Le Bateleur et l'Ermite

Fernande (Evrard-Bougarel) m'a devancé. Elle a reconnu immédiatement dans le chapeau de paille du tableau de Pisanello le chapeau en forme d'infini du Bateleur ou de la Force dans le Tarot de Marseille.


Ces chapeaux  forment ce qu'on appelle une lemniscate (du latin lemniscus, ruban), une courbe plane en forme de huit.

La lemniscate de Bernoulli (Wikipedia)
Elle est analogue au symbole représentant l’infini,  inventé par le mathématicien John Wallis en 1655 dans De sectionibus conicis1 (lit. des sections coniques), contemporain de Bernoulli.
Certains tarots plus récents représentent carrément le symbole sans plus s'embarrasser du chapeau :

Le Bateleur, parfois désigné comme ici Le Magicien, ou L'Escamoteur, est toujours représenté comme un jeune homme (c'est le "Petit "dans le jeu de tarot officiel non divinatoire). Première lame majeure, il est ambivalent : son honnêteté est bien sûr sujette à caution, on le soupçonne d'être capable de tours pendables, c'est un joueur de bonneteau, rapide, sans scrupules excessifs, bref c'est un charlatan.
Et pourtant il s'agit de la première lame, du premier atout, porteur du Principe. Son boniment est peut-être plus profond qu'on ne pense, sa rouerie cache des secrets essentiels. Il faut dépasser les apparences, et sous le filou deviner le philosophe.
Dans sa main gauche, un bâton, une baguette levée vers le ciel. Certains veulent y voir l'évolution de la matière, peut-être une baguette magique.
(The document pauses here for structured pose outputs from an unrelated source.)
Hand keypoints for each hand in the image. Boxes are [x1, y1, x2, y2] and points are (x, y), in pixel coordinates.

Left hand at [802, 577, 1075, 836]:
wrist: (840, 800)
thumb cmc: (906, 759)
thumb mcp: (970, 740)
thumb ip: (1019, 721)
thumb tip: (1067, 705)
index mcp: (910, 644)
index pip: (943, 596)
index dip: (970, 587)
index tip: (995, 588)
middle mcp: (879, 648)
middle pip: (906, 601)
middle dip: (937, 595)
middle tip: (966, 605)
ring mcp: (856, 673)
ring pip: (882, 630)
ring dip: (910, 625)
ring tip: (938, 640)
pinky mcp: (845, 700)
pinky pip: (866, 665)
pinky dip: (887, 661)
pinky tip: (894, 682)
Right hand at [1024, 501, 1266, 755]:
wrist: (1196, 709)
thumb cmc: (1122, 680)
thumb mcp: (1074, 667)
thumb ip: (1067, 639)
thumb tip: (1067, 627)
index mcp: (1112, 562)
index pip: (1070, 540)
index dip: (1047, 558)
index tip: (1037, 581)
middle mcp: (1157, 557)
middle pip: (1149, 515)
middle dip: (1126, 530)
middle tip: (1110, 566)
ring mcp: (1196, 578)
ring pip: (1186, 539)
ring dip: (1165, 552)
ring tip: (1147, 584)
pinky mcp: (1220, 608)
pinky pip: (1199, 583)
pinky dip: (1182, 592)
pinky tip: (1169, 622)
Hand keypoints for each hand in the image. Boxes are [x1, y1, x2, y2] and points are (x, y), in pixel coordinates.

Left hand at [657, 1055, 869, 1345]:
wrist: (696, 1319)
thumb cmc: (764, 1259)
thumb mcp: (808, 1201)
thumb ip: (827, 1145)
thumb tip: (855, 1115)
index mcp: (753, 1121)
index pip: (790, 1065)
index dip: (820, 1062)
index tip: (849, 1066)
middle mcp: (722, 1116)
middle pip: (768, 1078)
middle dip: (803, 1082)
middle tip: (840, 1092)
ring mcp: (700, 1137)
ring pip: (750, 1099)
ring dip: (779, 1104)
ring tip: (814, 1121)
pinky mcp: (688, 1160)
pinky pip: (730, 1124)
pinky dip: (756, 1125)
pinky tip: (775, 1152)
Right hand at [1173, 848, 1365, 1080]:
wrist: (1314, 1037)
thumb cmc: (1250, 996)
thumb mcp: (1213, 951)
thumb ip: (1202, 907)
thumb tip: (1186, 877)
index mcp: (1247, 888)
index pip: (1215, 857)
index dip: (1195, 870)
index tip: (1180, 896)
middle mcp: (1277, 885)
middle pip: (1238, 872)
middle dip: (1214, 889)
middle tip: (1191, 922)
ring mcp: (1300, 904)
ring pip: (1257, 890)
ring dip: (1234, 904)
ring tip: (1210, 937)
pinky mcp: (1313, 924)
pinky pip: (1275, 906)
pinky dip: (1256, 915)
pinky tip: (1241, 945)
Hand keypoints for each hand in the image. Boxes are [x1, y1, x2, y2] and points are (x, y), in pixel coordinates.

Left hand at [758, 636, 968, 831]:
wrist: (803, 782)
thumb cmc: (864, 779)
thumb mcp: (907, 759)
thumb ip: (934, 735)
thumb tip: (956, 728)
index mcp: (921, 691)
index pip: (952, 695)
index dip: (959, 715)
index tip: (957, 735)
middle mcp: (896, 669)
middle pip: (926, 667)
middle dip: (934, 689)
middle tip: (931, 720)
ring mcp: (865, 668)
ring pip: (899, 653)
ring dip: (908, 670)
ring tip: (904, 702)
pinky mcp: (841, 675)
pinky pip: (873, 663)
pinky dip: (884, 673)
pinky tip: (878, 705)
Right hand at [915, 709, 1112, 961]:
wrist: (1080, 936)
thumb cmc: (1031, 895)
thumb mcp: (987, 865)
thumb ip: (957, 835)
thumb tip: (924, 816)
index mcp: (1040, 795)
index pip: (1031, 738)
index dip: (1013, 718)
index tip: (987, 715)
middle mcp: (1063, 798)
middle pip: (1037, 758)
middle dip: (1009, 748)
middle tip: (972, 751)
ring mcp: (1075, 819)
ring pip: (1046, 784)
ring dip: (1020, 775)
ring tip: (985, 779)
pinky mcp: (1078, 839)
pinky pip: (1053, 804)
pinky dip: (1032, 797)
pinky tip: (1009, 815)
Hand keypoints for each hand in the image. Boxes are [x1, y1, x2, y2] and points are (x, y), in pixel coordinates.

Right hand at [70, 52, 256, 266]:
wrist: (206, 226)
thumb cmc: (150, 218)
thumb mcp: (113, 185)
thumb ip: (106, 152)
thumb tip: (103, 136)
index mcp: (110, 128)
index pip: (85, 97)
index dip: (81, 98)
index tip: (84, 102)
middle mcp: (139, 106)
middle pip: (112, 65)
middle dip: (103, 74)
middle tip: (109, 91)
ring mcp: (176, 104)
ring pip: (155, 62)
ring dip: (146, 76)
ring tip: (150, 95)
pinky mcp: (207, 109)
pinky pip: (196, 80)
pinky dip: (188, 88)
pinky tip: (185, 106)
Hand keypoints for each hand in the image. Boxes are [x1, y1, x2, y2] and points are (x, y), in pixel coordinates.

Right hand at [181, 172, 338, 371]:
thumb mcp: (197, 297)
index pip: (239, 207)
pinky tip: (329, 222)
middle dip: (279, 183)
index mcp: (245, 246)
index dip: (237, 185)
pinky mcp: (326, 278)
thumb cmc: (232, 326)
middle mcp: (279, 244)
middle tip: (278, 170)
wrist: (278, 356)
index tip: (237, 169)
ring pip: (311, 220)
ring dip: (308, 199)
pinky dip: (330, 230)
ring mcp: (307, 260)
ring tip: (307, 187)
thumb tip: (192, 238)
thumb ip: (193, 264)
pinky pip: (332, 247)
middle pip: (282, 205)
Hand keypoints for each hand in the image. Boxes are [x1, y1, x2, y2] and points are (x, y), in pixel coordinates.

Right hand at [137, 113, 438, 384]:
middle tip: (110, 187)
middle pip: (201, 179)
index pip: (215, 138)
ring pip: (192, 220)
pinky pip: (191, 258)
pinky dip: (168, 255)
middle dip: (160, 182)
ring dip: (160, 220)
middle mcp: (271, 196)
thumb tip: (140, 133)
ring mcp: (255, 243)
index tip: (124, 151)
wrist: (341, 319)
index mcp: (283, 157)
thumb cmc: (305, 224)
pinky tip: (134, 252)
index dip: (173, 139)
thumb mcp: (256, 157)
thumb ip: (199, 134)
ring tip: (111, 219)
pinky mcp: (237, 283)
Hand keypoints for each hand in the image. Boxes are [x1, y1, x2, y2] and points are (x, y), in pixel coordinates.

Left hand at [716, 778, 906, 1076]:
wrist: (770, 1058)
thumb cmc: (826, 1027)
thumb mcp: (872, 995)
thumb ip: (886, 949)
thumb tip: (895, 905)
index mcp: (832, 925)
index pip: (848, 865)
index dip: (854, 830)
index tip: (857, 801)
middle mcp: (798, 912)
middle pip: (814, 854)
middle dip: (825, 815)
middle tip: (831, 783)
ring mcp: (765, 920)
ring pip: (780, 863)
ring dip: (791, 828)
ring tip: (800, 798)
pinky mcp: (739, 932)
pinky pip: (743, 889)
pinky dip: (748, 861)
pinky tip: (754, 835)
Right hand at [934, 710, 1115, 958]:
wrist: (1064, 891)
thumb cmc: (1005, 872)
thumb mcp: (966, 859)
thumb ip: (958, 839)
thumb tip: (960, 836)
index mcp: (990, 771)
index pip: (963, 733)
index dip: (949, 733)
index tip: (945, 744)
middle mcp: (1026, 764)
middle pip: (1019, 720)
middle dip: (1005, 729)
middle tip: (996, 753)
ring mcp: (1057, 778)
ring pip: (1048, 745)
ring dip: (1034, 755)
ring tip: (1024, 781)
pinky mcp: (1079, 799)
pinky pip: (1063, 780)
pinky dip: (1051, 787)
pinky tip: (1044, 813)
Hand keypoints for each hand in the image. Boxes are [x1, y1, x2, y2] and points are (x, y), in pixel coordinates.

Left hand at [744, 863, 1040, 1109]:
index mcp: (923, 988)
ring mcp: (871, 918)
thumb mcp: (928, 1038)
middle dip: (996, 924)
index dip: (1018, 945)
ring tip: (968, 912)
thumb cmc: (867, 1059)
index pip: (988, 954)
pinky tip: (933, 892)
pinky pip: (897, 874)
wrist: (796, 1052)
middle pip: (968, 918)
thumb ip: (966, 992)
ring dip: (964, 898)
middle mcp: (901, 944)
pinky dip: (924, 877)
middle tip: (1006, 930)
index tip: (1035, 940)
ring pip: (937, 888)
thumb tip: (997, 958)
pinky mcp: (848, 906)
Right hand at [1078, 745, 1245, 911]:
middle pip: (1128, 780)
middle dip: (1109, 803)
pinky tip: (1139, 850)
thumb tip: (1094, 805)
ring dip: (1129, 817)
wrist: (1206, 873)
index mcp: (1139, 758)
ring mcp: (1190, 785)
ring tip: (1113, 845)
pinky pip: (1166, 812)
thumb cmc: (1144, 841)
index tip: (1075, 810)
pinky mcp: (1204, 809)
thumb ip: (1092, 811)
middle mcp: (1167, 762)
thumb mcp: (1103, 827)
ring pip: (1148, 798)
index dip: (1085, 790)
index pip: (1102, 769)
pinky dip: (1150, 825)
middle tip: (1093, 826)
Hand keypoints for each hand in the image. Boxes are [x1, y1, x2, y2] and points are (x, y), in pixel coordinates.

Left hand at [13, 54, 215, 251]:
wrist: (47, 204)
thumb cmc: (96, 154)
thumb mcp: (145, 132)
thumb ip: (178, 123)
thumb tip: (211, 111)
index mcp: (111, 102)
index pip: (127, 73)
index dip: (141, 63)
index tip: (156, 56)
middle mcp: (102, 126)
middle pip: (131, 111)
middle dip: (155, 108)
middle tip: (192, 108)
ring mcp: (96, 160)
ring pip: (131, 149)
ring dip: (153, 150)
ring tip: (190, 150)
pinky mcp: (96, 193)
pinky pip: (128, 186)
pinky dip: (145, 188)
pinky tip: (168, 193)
Un mot sur la Force, une des quatre vertus chrétiennes cardinales, représentée par une femme ouvrant la gueule d'un lion. Ne vous fait-il pas penser au dragon pisanellien, qui ronge son frein aux pieds du paladin ?
En somme ce saint Georges serait comme une sorte de condensation entre ces deux figures du Tarot.

Fresque de la casa Borromeo représentant des joueurs de cartes
Pas d'emballement. L'historien avisé hurlera, et il aura raison, à l'anachronisme. Le plus ancien tarot du type "Tarot de Marseille" est daté de 1650 (Jean Noblet, Paris). Cependant la première mention de cartes de tarot (car le Tarot est loin de s'identifier au seul type marseillais) remonte à 1442, à Ferrare, en Italie. Exactement à la même époque que la création du tableau de Pisanello.
On parle alors de carte da trionfi, car ces figures spéciales qui composent en somme une cinquième couleur, au-delà des enseignes habituelles (nos piques, cœurs, carreaux, trèfles n'existent pas encore et l'on parle de deniers, bâtons, épées, coupes), sont appelées triomphes. Une fresque de la Casa Borromeo à Milan, datée aussi du Quattrocento, représente ainsi pour la première fois des joueurs de trionfi.

Il ne faut pas s'y tromper : ces cartes, d'origine certainement orientale, sont d'abord un jeu de princes, des objets luxueux produits par d'excellents artistes. Ce n'est que vers 1500, avec la xylographie des maîtres cartiers, que le jeu va gagner les milieux populaires.

La Force - Tarot Visconti-Sforza (XVème siècle)- Bonifacio BemboBeinecke Rare Book & Manuscript Library, Yale University ([1]).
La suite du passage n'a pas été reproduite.